======== Records for this exercise

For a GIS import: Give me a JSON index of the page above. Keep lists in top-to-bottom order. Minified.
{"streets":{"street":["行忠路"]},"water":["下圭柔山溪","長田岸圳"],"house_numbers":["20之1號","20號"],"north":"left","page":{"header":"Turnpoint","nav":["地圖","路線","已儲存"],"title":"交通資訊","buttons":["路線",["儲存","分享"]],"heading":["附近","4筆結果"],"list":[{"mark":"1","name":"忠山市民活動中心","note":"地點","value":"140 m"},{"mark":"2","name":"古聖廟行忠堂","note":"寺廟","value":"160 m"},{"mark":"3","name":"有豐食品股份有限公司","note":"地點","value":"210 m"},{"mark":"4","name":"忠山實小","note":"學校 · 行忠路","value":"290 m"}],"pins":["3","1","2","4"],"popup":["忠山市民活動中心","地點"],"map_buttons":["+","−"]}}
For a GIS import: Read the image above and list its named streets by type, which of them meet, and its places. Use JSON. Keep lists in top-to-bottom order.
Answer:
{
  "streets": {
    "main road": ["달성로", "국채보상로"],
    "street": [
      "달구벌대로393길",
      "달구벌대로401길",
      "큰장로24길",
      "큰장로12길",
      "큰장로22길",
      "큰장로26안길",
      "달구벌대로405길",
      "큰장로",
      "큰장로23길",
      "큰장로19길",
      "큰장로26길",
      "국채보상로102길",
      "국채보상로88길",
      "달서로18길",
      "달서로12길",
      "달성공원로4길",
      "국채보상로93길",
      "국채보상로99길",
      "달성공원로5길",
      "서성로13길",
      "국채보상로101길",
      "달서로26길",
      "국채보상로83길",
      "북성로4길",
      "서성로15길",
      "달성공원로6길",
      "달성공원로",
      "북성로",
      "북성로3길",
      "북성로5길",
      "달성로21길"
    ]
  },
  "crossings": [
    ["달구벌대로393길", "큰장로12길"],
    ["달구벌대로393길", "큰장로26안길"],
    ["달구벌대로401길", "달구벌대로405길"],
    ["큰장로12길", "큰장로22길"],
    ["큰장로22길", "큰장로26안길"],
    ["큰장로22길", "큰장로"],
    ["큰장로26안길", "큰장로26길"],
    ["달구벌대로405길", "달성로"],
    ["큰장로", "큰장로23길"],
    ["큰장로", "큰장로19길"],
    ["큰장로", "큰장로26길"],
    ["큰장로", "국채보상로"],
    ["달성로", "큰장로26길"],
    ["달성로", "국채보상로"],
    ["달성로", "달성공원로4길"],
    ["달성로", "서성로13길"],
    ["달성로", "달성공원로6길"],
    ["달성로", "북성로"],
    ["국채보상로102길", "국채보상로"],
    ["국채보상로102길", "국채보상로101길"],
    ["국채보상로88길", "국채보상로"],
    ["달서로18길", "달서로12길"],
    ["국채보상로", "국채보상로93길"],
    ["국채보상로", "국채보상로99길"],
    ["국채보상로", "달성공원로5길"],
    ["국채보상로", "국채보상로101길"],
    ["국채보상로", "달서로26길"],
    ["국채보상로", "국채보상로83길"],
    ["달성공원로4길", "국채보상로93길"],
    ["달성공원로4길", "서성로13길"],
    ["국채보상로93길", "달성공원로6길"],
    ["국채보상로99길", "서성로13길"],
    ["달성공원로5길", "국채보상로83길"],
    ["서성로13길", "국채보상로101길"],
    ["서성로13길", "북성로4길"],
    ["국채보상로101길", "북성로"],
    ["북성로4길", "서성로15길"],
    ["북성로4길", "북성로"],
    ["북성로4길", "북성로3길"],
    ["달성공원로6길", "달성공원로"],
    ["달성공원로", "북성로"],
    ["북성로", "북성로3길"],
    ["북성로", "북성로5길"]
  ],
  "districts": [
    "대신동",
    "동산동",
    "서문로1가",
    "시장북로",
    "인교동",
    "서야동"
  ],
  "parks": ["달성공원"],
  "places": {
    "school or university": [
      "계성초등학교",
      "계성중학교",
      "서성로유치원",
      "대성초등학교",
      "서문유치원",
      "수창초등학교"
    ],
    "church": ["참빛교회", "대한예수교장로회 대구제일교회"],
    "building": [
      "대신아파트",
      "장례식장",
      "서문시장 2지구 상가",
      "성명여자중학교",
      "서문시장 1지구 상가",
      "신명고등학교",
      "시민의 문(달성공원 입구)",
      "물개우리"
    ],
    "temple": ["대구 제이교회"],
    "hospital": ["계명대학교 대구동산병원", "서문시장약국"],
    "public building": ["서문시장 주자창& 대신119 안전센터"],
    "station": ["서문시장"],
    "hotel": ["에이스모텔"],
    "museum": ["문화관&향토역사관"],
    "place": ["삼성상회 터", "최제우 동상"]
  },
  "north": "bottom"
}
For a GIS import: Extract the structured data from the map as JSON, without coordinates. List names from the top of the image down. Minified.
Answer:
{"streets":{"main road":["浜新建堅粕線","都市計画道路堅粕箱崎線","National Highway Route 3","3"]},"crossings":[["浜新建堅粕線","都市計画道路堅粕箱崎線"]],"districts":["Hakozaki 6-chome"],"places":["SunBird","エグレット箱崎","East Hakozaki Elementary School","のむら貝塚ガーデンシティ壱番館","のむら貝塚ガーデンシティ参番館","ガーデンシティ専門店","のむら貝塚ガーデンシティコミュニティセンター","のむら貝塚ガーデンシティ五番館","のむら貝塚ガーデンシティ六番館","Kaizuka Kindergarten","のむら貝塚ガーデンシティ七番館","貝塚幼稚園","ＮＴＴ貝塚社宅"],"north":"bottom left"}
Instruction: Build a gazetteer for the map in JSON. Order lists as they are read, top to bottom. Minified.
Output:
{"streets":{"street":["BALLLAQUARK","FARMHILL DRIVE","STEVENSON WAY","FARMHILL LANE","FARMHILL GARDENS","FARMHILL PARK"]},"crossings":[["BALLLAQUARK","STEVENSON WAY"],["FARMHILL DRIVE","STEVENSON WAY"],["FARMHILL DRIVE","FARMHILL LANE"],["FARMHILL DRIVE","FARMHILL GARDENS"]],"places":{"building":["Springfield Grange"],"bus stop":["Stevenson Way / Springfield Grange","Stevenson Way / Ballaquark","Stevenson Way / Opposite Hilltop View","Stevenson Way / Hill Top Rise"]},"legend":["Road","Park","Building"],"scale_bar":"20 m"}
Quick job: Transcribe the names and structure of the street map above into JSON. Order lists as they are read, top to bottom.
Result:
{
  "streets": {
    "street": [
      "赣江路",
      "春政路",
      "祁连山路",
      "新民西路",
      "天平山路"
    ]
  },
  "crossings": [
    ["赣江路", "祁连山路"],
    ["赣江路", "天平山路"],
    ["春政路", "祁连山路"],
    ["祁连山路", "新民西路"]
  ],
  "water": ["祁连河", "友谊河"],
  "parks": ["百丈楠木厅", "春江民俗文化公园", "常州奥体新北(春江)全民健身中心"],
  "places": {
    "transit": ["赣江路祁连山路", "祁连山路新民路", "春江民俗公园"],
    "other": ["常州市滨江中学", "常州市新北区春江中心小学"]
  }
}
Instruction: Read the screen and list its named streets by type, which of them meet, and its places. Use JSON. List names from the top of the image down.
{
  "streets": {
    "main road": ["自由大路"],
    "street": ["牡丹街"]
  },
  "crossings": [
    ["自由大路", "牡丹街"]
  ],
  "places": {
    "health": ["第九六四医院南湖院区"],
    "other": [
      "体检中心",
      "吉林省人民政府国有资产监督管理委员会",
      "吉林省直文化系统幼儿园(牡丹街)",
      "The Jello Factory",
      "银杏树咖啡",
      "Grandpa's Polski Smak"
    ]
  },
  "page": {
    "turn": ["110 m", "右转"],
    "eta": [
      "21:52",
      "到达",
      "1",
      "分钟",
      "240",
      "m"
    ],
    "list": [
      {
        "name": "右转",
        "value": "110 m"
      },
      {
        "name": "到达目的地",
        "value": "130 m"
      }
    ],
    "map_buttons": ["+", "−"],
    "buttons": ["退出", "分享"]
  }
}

================

## Task details
Lines after the one containing "For a GIS import: Read" are left out; every line from the start of the entries through that line is restated word for word.

## Task output
For a GIS import: Give me a JSON index of the page above. Keep lists in top-to-bottom order. Minified.
{"streets":{"street":["行忠路"]},"water":["下圭柔山溪","長田岸圳"],"house_numbers":["20之1號","20號"],"north":"left","page":{"header":"Turnpoint","nav":["地圖","路線","已儲存"],"title":"交通資訊","buttons":["路線",["儲存","分享"]],"heading":["附近","4筆結果"],"list":[{"mark":"1","name":"忠山市民活動中心","note":"地點","value":"140 m"},{"mark":"2","name":"古聖廟行忠堂","note":"寺廟","value":"160 m"},{"mark":"3","name":"有豐食品股份有限公司","note":"地點","value":"210 m"},{"mark":"4","name":"忠山實小","note":"學校 · 行忠路","value":"290 m"}],"pins":["3","1","2","4"],"popup":["忠山市民活動中心","地點"],"map_buttons":["+","−"]}}
For a GIS import: Read the image above and list its named streets by type, which of them meet, and its places. Use JSON. Keep lists in top-to-bottom order.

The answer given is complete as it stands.